Nos alejamos a paso firme de aquel café. Pasaba un ciego por la calle; llevaba en una de sus manos un vaso metálico que hacía sonar con un par de monedas en su interior. Indudablemente el tipo intentaba atraer nuestra atención. Me detuve para darle una limosna.
– ¡No! No lo hagas, Onofre.
– ¿Por qué no, Álvaro?
– Es un disfraz. No comprendes. Él también es uno de ellos.
Cuando mi amigo y yo llegamos al bar, nos sorprendimos gratamente al darnos cuenta de que habíamos estado silbando durante el trayecto.
– ¿Buenas…? – dijo el garzón mientras arqueaba sus cejas.
– A mí, cualquier cosa.
– A mí sírvame lo mismo.
– ¿Y cómo es, Álvaro, que puedes reconocer a toda esa gente?
– Para mí, sus movimientos son una contraseña.
– ¿Y cuál es el motivo?
– Quieren averiguar dónde guardo los libros… El nombre de los jefes.
No logré desarrollar la conversación: mi amigo se había escondido en alguna parte. Fue entonces cuando advertí la presencia de una mujer excesivamente maquillada que acababa de sentarse a nuestra mesa.
– ¿Podría decirme, caballero, dónde está Álvaro?
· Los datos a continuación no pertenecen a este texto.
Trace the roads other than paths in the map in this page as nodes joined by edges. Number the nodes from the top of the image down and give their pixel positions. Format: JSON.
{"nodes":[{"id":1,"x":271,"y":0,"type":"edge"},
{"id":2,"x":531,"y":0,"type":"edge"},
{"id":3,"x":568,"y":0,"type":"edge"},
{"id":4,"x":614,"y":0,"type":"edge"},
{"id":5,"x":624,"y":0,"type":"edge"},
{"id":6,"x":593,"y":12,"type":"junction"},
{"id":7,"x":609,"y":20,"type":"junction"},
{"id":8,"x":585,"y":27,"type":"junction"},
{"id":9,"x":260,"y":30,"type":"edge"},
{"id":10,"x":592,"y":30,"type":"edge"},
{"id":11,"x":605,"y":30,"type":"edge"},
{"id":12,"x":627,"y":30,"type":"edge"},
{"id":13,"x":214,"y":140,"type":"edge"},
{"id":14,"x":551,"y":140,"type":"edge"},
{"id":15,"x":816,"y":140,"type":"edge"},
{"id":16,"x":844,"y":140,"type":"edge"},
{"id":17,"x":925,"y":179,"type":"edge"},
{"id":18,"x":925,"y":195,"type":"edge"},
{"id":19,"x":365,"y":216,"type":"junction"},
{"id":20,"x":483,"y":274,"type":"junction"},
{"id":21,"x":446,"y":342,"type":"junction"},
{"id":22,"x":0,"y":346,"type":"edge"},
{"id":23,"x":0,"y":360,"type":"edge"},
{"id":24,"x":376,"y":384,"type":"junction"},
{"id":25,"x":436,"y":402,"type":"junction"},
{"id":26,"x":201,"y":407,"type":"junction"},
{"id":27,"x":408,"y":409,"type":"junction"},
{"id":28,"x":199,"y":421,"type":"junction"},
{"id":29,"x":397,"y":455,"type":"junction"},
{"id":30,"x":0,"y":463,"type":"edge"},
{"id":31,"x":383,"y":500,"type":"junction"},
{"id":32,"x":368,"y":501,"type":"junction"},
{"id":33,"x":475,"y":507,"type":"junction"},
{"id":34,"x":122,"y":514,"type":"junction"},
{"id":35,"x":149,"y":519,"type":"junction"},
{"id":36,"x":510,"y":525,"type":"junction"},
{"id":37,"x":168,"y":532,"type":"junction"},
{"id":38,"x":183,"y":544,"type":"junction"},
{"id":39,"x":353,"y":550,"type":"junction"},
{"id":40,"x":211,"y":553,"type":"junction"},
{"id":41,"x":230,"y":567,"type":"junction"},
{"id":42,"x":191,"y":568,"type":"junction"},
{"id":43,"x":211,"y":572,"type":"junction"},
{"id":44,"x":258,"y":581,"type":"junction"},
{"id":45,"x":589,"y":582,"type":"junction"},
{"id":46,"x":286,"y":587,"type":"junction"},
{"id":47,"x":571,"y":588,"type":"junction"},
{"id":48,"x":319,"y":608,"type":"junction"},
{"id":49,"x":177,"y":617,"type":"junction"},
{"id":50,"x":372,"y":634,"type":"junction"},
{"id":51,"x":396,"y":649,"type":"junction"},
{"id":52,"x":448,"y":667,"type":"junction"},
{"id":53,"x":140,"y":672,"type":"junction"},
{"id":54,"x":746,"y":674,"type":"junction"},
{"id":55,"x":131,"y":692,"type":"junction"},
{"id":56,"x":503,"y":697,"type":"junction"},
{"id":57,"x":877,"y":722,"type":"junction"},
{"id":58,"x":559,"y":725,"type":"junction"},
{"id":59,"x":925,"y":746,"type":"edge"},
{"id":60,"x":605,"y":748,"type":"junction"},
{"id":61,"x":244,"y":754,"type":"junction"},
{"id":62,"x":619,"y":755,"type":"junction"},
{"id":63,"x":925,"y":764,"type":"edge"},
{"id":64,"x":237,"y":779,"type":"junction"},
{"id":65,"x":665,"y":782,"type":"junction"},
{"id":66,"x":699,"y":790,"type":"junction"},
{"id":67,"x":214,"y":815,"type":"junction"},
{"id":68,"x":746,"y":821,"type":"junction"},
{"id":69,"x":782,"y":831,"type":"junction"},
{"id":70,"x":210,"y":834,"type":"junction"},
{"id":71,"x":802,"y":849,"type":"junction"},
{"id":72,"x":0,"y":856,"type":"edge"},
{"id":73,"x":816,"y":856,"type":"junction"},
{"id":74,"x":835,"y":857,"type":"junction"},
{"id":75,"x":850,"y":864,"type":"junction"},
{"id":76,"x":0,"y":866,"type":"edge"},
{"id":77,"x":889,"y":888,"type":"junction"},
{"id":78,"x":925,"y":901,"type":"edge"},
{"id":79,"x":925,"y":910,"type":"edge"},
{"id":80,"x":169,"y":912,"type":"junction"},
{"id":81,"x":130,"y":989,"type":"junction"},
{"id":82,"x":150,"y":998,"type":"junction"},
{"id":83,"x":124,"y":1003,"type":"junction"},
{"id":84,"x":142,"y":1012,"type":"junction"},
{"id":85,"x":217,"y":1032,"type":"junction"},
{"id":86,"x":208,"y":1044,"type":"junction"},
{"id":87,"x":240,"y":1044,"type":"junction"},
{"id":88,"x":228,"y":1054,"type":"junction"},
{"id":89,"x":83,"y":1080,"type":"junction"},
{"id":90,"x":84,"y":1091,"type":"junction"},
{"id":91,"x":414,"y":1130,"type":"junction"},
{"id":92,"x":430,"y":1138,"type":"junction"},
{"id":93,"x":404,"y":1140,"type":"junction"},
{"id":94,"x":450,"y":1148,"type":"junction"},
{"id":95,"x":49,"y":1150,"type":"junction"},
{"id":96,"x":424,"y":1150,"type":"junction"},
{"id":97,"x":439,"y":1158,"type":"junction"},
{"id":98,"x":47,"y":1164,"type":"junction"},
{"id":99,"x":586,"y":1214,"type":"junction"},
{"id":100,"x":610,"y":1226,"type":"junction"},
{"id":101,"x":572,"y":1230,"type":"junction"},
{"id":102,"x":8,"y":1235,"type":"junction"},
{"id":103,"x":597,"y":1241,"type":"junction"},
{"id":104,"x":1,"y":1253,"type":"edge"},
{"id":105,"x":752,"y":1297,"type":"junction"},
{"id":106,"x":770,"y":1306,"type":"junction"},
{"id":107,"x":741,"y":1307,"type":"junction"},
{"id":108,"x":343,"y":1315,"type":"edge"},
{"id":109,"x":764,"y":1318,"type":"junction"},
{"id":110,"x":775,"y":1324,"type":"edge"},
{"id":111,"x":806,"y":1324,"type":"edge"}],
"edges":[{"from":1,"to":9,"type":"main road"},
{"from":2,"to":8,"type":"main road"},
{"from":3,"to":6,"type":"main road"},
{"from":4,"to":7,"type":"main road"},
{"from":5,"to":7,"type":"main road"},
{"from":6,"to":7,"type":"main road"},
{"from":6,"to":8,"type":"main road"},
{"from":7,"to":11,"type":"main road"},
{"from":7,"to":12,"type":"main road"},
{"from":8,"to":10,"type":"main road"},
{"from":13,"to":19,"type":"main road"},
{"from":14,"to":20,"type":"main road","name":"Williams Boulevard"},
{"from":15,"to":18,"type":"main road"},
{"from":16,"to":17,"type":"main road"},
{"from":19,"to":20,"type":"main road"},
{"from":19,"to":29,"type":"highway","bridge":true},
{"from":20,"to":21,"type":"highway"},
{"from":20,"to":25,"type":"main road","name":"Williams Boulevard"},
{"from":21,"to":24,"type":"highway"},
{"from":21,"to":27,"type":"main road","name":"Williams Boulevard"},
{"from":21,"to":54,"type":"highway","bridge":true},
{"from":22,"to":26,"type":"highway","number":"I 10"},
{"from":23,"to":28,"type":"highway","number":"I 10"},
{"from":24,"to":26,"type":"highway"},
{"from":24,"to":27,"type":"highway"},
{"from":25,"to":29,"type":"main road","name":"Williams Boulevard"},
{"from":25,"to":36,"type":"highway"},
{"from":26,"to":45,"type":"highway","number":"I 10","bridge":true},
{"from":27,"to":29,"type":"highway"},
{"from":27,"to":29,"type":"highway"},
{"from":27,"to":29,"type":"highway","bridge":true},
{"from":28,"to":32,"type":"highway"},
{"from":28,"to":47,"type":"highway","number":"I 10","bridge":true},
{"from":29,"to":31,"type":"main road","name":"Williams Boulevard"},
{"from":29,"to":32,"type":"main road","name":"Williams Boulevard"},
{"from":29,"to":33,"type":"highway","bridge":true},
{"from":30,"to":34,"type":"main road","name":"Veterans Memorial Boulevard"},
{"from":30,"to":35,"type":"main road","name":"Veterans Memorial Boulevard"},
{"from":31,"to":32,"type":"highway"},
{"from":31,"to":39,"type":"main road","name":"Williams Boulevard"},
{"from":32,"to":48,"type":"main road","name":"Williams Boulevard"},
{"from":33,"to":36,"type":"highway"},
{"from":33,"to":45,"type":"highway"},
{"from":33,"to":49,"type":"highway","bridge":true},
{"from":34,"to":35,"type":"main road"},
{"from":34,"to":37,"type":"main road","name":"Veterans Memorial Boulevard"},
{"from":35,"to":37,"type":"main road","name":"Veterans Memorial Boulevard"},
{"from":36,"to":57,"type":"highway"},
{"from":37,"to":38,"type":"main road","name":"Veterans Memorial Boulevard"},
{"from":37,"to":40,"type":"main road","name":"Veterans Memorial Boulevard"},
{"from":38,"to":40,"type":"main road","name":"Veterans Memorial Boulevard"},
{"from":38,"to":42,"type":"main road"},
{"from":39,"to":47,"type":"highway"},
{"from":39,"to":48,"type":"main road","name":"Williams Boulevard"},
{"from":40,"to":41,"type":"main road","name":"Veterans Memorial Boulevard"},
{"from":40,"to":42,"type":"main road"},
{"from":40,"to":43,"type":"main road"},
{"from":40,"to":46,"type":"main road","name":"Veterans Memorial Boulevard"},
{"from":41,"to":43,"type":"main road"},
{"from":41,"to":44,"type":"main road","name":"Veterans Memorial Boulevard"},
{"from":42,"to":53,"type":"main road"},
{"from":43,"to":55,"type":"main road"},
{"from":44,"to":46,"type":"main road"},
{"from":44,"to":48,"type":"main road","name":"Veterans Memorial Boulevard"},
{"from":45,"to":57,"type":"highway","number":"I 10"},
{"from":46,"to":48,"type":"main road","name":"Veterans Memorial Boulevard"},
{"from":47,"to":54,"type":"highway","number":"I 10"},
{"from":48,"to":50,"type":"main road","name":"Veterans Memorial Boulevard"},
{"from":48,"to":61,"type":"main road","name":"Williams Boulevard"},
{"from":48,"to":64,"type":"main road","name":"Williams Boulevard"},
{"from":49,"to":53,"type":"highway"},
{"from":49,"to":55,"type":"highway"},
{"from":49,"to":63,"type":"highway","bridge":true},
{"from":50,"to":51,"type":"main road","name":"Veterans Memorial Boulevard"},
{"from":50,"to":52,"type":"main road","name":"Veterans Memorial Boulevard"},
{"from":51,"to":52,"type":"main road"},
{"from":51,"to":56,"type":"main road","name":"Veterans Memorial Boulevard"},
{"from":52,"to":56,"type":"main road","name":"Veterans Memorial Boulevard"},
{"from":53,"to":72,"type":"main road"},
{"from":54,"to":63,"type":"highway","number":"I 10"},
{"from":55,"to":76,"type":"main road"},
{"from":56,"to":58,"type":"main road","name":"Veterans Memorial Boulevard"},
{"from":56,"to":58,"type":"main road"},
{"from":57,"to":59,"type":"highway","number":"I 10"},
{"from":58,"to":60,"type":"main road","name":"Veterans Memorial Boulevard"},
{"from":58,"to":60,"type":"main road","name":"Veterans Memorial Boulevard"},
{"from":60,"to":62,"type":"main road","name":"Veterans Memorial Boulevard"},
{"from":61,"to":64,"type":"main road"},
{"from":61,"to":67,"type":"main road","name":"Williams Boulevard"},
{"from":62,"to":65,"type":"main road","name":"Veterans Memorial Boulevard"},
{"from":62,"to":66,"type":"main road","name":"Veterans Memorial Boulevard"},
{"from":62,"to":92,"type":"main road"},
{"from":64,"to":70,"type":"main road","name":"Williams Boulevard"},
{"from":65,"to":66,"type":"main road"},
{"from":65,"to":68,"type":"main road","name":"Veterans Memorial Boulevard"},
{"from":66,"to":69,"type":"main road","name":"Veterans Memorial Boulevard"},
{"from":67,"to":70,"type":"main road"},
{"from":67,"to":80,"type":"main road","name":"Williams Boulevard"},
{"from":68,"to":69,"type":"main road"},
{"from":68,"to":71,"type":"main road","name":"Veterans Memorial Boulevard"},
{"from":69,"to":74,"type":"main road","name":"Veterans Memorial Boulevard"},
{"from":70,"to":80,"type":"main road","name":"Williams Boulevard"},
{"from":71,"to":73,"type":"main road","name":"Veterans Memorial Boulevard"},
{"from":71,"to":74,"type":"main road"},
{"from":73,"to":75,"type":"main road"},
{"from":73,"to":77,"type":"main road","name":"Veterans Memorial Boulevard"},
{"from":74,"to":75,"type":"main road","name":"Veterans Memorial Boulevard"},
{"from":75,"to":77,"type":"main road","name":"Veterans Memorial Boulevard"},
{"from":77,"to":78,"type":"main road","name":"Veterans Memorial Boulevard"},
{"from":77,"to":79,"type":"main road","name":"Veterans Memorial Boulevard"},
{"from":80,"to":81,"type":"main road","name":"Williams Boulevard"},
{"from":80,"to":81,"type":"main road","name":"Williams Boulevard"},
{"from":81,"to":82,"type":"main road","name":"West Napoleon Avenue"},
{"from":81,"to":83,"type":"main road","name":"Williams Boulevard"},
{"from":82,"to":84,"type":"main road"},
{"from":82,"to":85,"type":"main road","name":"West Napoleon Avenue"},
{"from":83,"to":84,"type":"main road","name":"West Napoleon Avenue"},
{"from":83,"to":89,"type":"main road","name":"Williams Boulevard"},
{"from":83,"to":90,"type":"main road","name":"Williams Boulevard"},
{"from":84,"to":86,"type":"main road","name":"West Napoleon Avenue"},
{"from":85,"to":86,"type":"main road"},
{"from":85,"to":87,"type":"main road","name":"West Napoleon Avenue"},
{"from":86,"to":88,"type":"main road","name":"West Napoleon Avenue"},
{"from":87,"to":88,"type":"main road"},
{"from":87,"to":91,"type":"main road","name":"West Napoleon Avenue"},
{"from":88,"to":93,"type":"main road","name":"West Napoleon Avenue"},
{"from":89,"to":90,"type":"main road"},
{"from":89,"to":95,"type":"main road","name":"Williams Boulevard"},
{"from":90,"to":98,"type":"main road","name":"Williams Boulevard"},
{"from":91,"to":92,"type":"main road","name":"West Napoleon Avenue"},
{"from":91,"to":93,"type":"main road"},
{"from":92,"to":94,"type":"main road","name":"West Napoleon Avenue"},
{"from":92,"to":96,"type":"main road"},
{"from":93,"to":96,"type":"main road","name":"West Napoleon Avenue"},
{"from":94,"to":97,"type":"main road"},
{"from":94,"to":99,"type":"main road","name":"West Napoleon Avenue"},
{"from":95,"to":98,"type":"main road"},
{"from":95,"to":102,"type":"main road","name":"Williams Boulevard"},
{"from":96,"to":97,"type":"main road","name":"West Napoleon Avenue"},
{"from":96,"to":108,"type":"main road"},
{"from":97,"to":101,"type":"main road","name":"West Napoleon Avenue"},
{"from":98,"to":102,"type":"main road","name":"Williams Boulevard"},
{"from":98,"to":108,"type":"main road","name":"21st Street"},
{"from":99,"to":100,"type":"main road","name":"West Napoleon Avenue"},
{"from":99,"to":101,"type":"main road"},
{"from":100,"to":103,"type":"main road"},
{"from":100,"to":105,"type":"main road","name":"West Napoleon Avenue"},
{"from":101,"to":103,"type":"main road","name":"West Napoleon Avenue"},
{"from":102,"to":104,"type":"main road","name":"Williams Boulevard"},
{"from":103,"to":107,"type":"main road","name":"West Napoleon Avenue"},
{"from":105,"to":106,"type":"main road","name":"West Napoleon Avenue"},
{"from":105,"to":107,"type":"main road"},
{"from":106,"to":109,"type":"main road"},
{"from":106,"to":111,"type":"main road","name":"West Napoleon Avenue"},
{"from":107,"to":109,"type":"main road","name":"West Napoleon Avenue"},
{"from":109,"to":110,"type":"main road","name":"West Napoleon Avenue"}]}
En ese mismo momento, el garzón nos iba limpiando la mesa con gran concentración.
– ¿Señora?…
– Le estoy preguntando por su amigo. Los vi entrar a los dos hace un momento.
– ¿Mi amigo?
– El amigo del señor esta tirado en el suelo, señora. Mire ¡ahí!
Me asombró la intervención del garzón. Álvaro, que lo había escuchado, desapareció con agilidad de atleta por una ventana. Después de recobrar un poco el aliento en uno de los bancos del Parque Forestal, le pregunté a mi amigo:
– ¿Quéee? ¿Esa mujer también era un agente?
– ¡No, no! Muy al contrario. No me explico cómo no lo notaste. Ella es uno de los miembros más activos del movimiento. Fue ahí, sin duda, a establecer contacto conmigo.
– ¿Y entonces por qué huiste?
– El garzón… ¡Pero no te diste cuenta!
– ¿De qué?
– Yo sí. Su actitud me probó que estaba enterado del nexo.
– Bueno, a mí me pasó inadvertido.
– Pero, después de todo fue divertido. ¿No crees?
– ¿Qué cosa Álvaro?
– Como nos escabullimos.
– Mmmm…sí.
– ¡Tranquilo hombre! Te estás inquietando.
– No. No, Álvaro…
– ¡Espera! ¡Escucha! ¿No oyes? Allá arriba. ¡En el árbol!
– No. No oigo nada.
– ¡Psssiit! Habla bajo. ¡Nos están espiando! No entiendo cómo te he metido en esto, Onofre… Así y todo, es entretenido ¿no crees?
Con mucho cuidado y disimulo emprendimos la marcha. El árbol desapareció al doblar nosotros la esquina.
– Sabes, ya llevo en esto unos meses. Pero soy muy difícil; les ha costado mucho atraparme. Ahora me doy cuenta de que no me has contado nada de tu vida Onofre, ¿qué haces?
– Sigo en lo mismo. El trabajo de oficina.
– ¿Y no te cansa eso?
– Nadie se cansa de un hábito.
Un motor aceleraba. Era un automóvil que, de seguro, venía de una fiesta, pues arrastraba toda una cabellera de serpentinas y globos multicolores. Andaba muy despacio. Pronto nos alcanzó hasta ubicarse frente nosotros. Era imposible distinguir a los ocupantes con aquellos vidrios polarizados.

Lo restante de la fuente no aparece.